You may be wondering what Sencha and Bancha are. They are the names given to leaves based on when they're picked in the harvest and how big the leaves are. Only Bancha and Sencha leaves are used to make Hojicha.  


Sencha comes from the small-leaf Camellia sinensis plant. It has a refreshing flavor that may be vegetal or grassy but may vary depending on how it's brewed. After picking, leaves are quickly steamed to prevent oxidization which locks in the green color and flavor. The leaves are then rolled, shaped, and dried. If they're used for Hojicha, they go through a toasting process.  


Bancha is harvested from the Camellia sinensis plant as well. As sencha grade. It's plucked later than sencha, which gives it a lower grade. It is considered one of the lower grades of Japanese green teas, even though there are 22 different grades of Bancha. Its flavor is unique and varies depending on the type of leaf. The flavor ranges from smokey, roasted nuts, green grass, earth, soil, and wet leaves. Some types of Bancha may have a more pungent straw smell. Bancha also undergoes a roasting process when it's used to make Hojicha. Bancha is excellent for culinary practices, which shows how valuable the tea can be. It has many more uses than just drinking.  
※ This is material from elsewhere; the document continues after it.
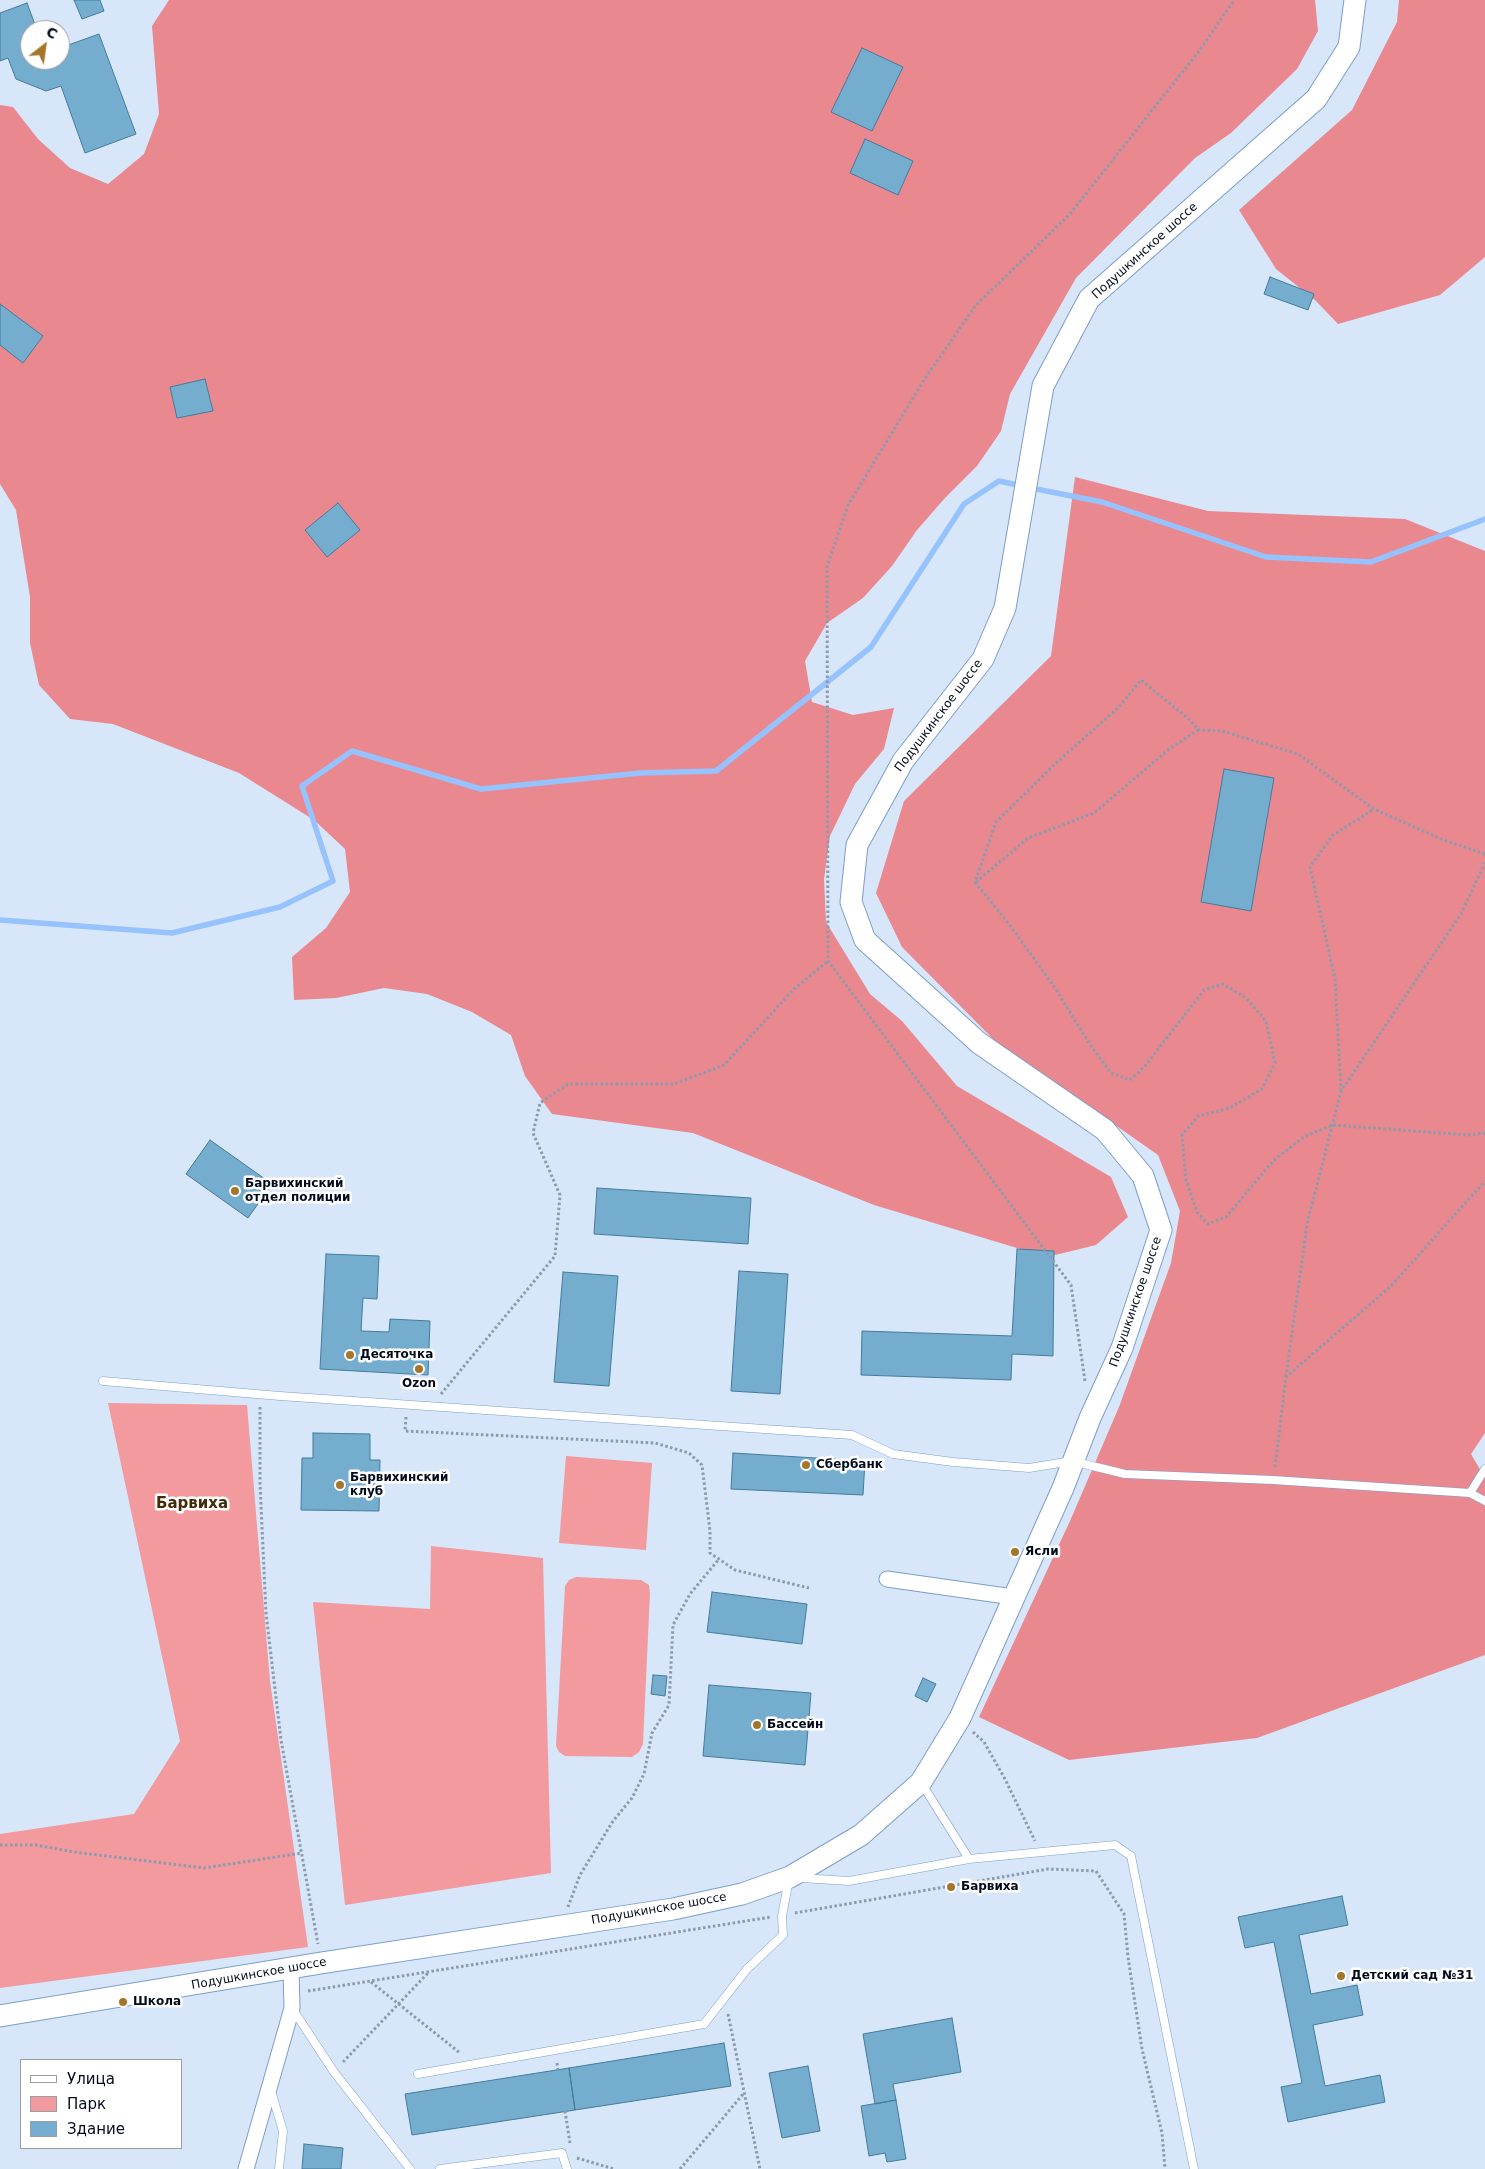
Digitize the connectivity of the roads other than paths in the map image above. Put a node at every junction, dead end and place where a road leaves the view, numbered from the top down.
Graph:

The Origin Story of Hojicha  

Hojicha was first introduced in Kyoto, Japan, in the 1920s when tea sellers were looking for ways to get the most out of their tea and reduce waste. They started roasting leftover leaves, stems, and twigs over hot charcoal. This resulted in a pleasant and smoky beverage when it was steeped. As years progressed, processors became more selective about what leaves would be toasted. Today, it isn't limited to the leftovers, but leaves are picked for toasting. It created a whole new category for tea. This new process birthed teas like Genmai Cha and Hojicha. The art of toasting tea is relatively new compared to how long tea has been around. Its popularity really took off after World War II and has steadily grown worldwide.   

Processing Hojicha 

Once leaves are picked, they are quickly steamed to stop oxidation. Then, they are carefully roasted in ovens at high temperatures. They use what looks to me like a coffee drum roaster. They're put into a bin where leaves are constantly rotated until they reach the desired roast. Temperatures are carefully monitored, so the tea isn't accidentally overtoasted. Teas can be roasted to a light, medium, or dark roast, much like coffee, and after they're done being roasted, they are set aside to cool before they're packaged. Depending on the type of leaf and roast, the processor may repeat the toasting process at different temperatures to reach the right level of humidity and roast profile.  

Brewing Hjocha  

Hojicha is offered as both loose leaf and ground. If you buy loose-leaf, make sure you follow the package instructions from wherever you purchase it. We offer only ground for now. When I tried it, since it was in powder form, I followed the instructions to let it steep for 3-5 minutes. You don't need to do that with matcha, but it makes a difference in the smoothness of the drink. I mentioned earlier that when I first tried matcha, I liked it by the third time. Hojicha is a little different. I've only tried it once, but I'm not ready to give up on it. I tried it as a latte and in water, and since I love coffee, I'm confident that Hojicha will also become a favorite. But if I'm honest, I'm not there yet.